Saturday, February 7, 2009

Soccer from Agressive to Zidane

Inspired by K is for Kick, here is my complete soccer alphabet.
A - Aggressiveness. Talent is fine, but being aggressive is a whole lot more heroic.
B - Ball. Match the ball surface to the playing field and conditions. Indoor? Grass? Turf? All different.
C - Corner Kicks. Get them right and the opposing team is always afraid.
D - Defense. Play this correctly, or plan to lose 9-1 consistently.
E - Effort. Ball skill is great, but controlled, energetic defense is hard to overcome.
F - Fouls. If you don't have at least 10 per game as a team, you haven't pushed the envelope enough. If you have 20, you tore the envelope into shreds, so don't.
G - Goalkeeper. Actually the most rational person on the team. Knows pain is coming. Knows it is just pain and the greater good is no opposing goals. To fill this position, think "who on this team is most like George Washington?"
H - Heading. Keep the neck firm. Use protection like FULL 90.

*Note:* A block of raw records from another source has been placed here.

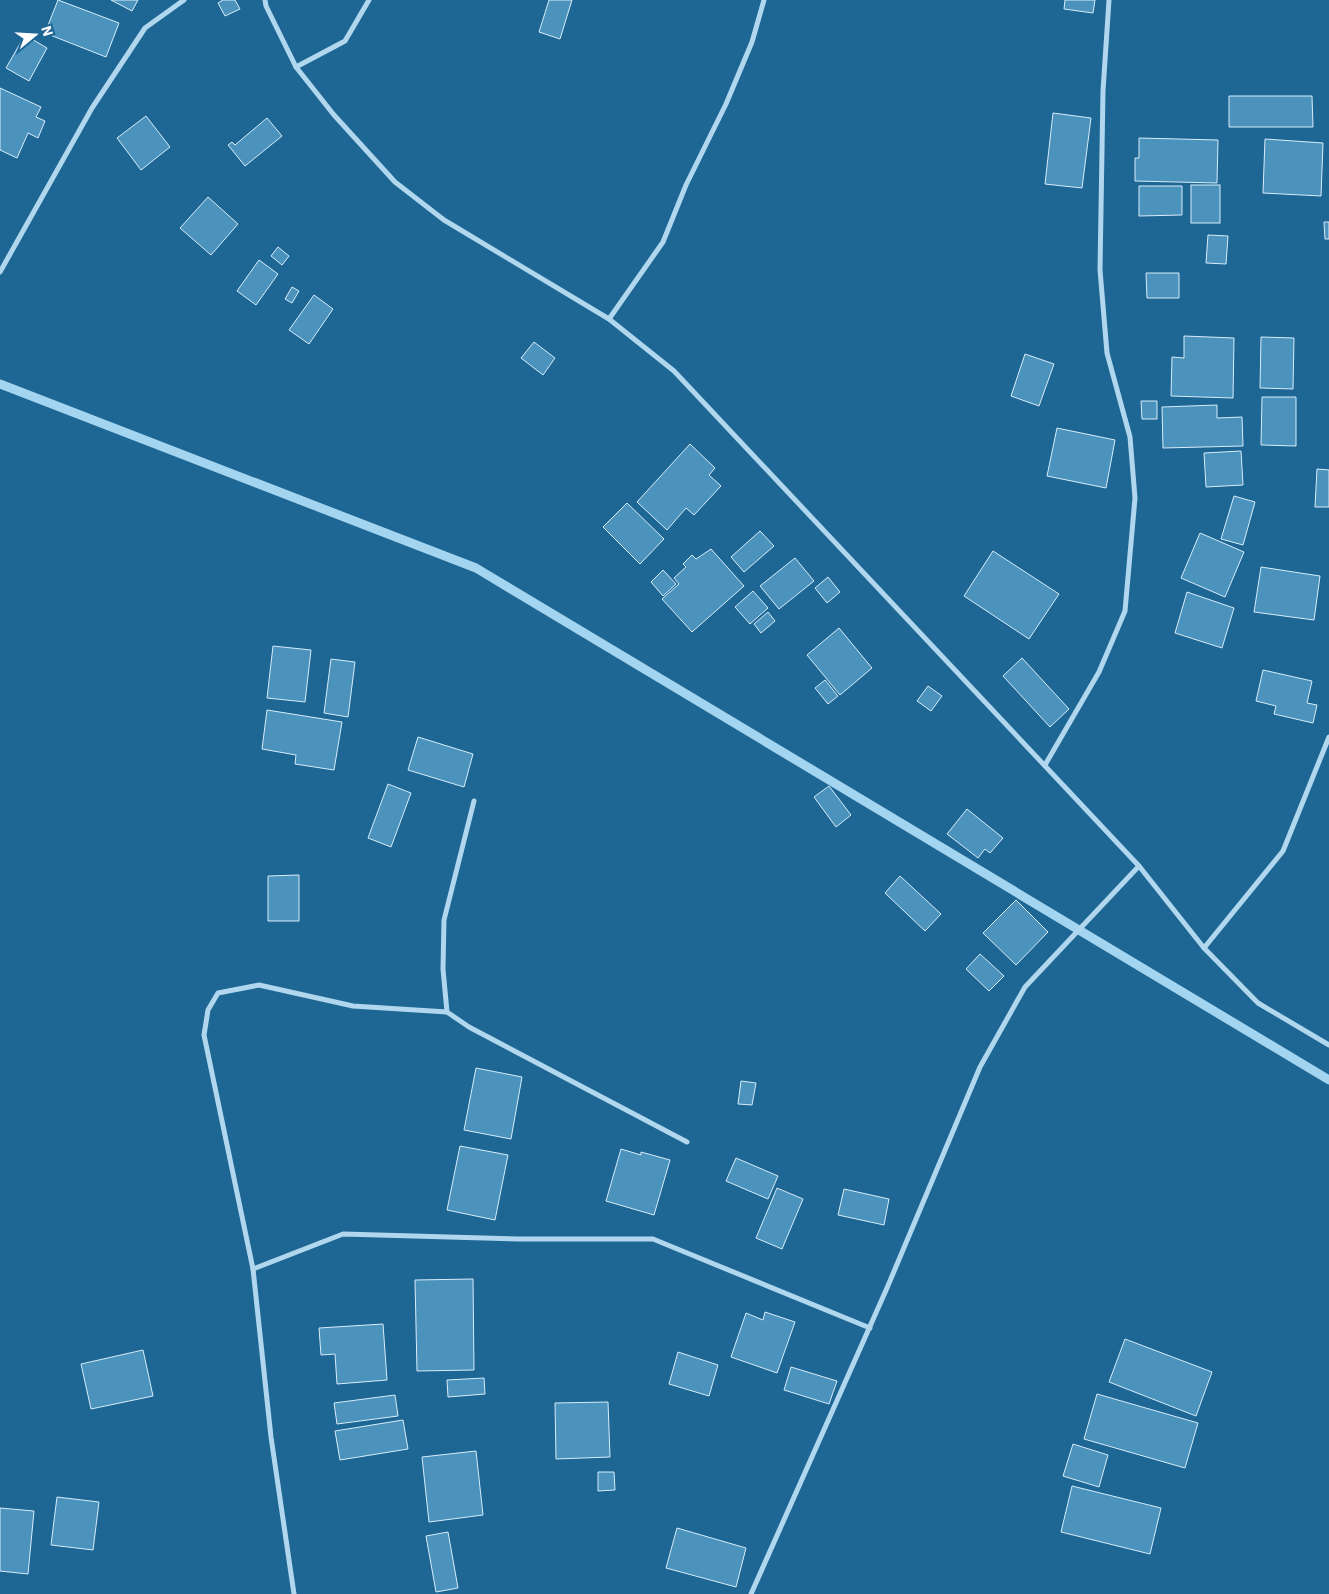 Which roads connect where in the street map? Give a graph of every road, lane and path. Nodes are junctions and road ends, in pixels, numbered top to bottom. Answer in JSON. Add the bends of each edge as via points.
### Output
{"nodes":[{"id":1,"x":184,"y":0,"type":"edge"},
{"id":2,"x":265,"y":0,"type":"edge"},
{"id":3,"x":369,"y":0,"type":"edge"},
{"id":4,"x":764,"y":0,"type":"edge"},
{"id":5,"x":1109,"y":0,"type":"edge"},
{"id":6,"x":296,"y":67,"type":"junction"},
{"id":7,"x":0,"y":272,"type":"edge"},
{"id":8,"x":609,"y":319,"type":"junction"},
{"id":9,"x":1329,"y":737,"type":"edge"},
{"id":10,"x":1045,"y":765,"type":"junction"},
{"id":11,"x":474,"y":801,"type":"dead end"},
{"id":12,"x":1139,"y":866,"type":"junction"},
{"id":13,"x":1204,"y":948,"type":"junction"},
{"id":14,"x":446,"y":1012,"type":"junction"},
{"id":15,"x":1329,"y":1045,"type":"edge"},
{"id":16,"x":687,"y":1142,"type":"dead end"},
{"id":17,"x":253,"y":1269,"type":"junction"},
{"id":18,"x":870,"y":1328,"type":"junction"},
{"id":19,"x":294,"y":1594,"type":"edge"},
{"id":20,"x":751,"y":1594,"type":"edge"}],
"edges":[{"from":1,"to":7,"type":"street","via":[[145,28],[92,108]]},
{"from":2,"to":6,"type":"street"},
{"from":3,"to":6,"type":"street","via":[[345,40]]},
{"from":4,"to":8,"type":"street","via":[[752,42],[663,242]]},
{"from":5,"to":10,"type":"street","via":[[1103,91],[1100,270],[1107,353],[1130,437],[1135,498],[1125,611],[1099,672]]},
{"from":6,"to":8,"type":"street","via":[[394,182],[444,220]]},
{"from":8,"to":10,"type":"street","via":[[674,371]]},
{"from":9,"to":13,"type":"street","via":[[1283,851]]},
{"from":10,"to":12,"type":"street"},
{"from":11,"to":14,"type":"street","via":[[444,920]]},
{"from":12,"to":13,"type":"street"},
{"from":12,"to":18,"type":"street","via":[[1025,987],[980,1067]]},
{"from":13,"to":15,"type":"street","via":[[1258,1003]]},
{"from":14,"to":16,"type":"street"},
{"from":14,"to":17,"type":"street","via":[[354,1006],[259,985],[218,993],[208,1010],[204,1035]]},
{"from":17,"to":18,"type":"street","via":[[343,1234],[653,1239]]},
{"from":17,"to":19,"type":"street","via":[[271,1437]]},
{"from":18,"to":20,"type":"street"}]}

I - Instep drive. Plant leg bent, body shifted over the plant foot, kicking foot extended to reveal top of foot the ball (not the toe!). Perfect combination of power and control.
J - Journey. No small part of soccer is traveling with people you enjoy being with. If you must pass gas while on the bus, call your shots.

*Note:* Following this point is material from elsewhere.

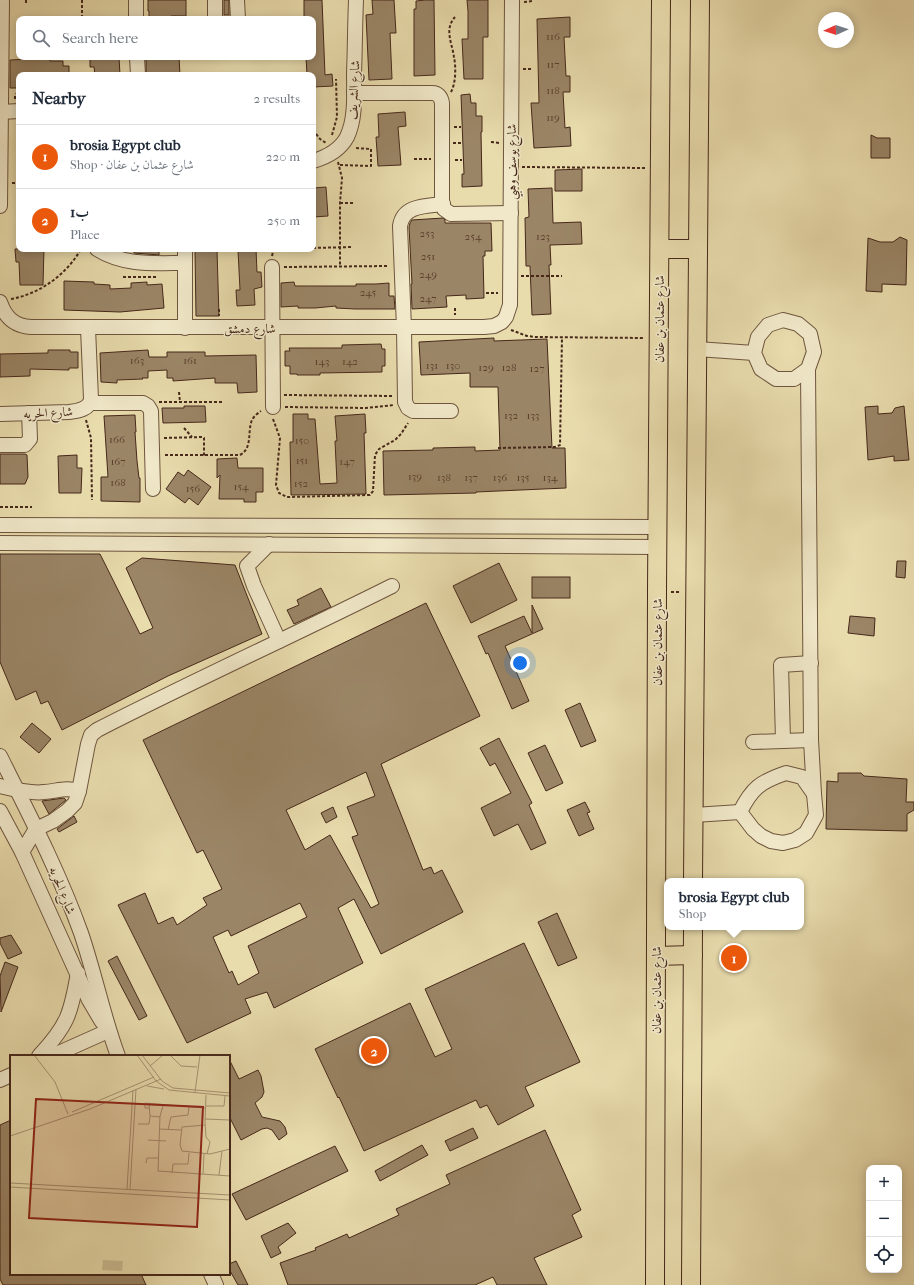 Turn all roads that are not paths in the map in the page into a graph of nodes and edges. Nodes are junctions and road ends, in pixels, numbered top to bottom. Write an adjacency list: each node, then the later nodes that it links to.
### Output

K - Kicking. Use every part of both feet. Can you dance on just your right leg? It didn't think so.
L - Long ball. Placing the ball more than one teammate ahead of you. Don't do it, unless you haven't for a while, in which case, it is mandatory to keep the defense honest.
M - Meals. Pregame meals should be protein and fat. Think: hamburger without the bun (no ketchup either).
N - Noise. Soccer fans in the U.S. tend toward silence, which defeats the purpose for which they originally built the fan seating area.
O - Offense. Begins with the goalkeeper. Mainly done at the midfield level. Pelé (how played midfield) scored 1,281 goals. Yes, 1,281, not counting sandlot games.
P - Passing. Start by sending the ball back. If your team can pass the ball for 1 minute during a game without the other team touching the ball, you are about to score a goal, my friends.
Q - Quiet. The sound you hear when the ball leaves your foot and you can see a goal is about to take place.
R - Referee. Two people can talk to this person, the captain and the coach. The striped uniform is so they can see each other since most of them are almost blind.
S - Striker. The only position that can't be coached. Must believe that the world is not right, and it is their job to make it right, by scoring.
T - Tricks. Ball movement that the other team doesn't expect. Learn 25 different ones, at least. Placing ball under one's shirt and running down the field is no longer allowed. Too bad, too.
U - Under Armor. All the rage. Has its place in cold weather, but the color choice (always white or matching the team colors) is still officially undecided.
V - Victory. Soccer is a zero-sum game. Either I win or you do. Usually no ties in games that count.
W - Winning. Elusive. Very important motivator. Too important.
X - Xenophobia. "Fear of everyone else" has no place in soccer. Play. Soccer is a game, not a religion.
Y - Yelling. Only the coach gets to direct this toward the referee.
Z - Zidane. French soccer superstar that stained the game of soccer for ever by violence to an opposing player while 1 billion people watched. Watch, and do the opposite.

Anyone have their own soccer alphabet?